• What is being asked
The answer must consist of every line in the data below that holds the word "paths".

• Dataset content
....

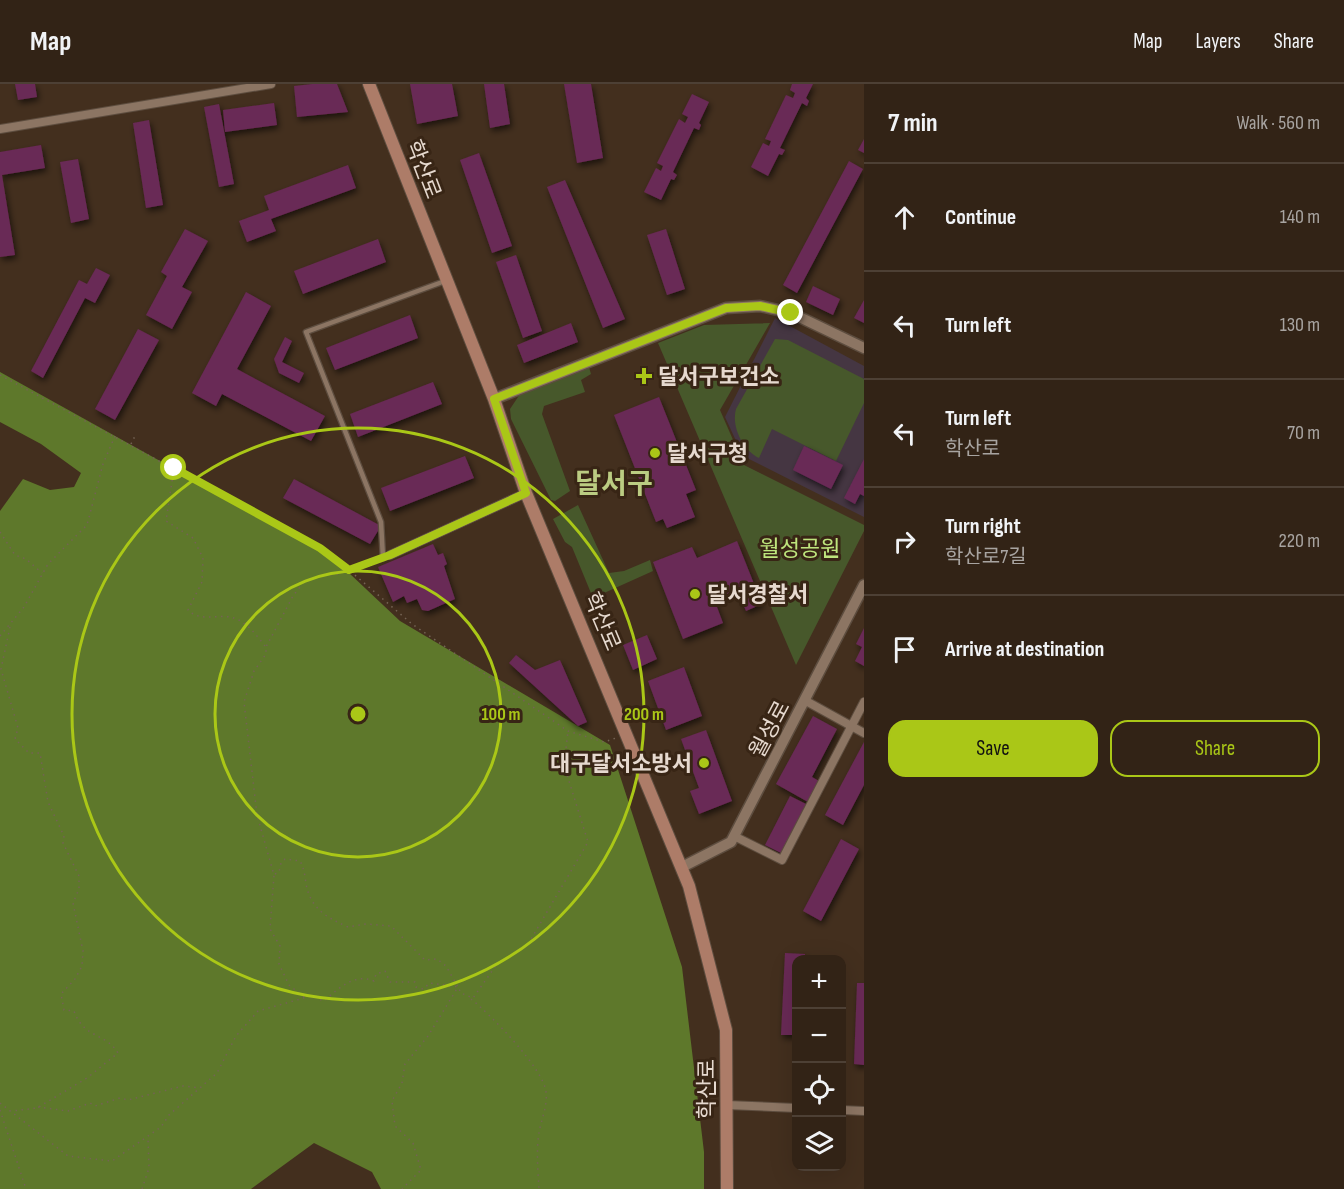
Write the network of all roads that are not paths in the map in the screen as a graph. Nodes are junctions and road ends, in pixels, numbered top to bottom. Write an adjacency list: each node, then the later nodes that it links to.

....

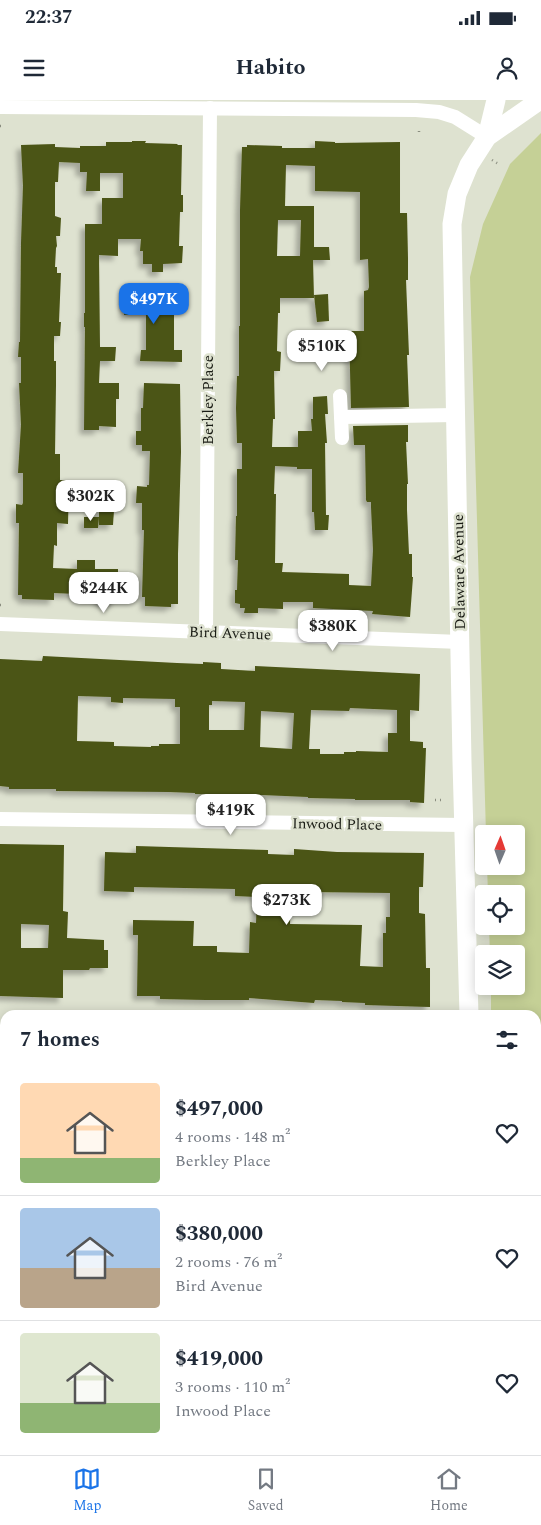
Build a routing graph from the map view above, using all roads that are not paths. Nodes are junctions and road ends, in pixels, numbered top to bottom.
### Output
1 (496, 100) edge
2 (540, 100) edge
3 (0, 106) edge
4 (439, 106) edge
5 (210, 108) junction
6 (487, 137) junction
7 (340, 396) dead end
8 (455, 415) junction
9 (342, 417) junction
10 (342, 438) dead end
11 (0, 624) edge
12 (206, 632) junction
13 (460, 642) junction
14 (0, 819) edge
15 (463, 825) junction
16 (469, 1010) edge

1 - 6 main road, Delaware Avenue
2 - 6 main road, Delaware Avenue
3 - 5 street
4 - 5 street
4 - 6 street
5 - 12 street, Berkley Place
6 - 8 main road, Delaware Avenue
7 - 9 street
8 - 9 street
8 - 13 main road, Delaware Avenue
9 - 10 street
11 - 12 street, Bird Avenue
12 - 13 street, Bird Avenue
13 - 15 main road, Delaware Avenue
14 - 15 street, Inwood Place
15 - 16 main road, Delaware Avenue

....

• Expected answer
Write the network of all roads that are not paths in the map in the screen as a graph. Nodes are junctions and road ends, in pixels, numbered top to bottom. Write an adjacency list: each node, then the later nodes that it links to.
Build a routing graph from the map view above, using all roads that are not paths. Nodes are junctions and road ends, in pixels, numbered top to bottom.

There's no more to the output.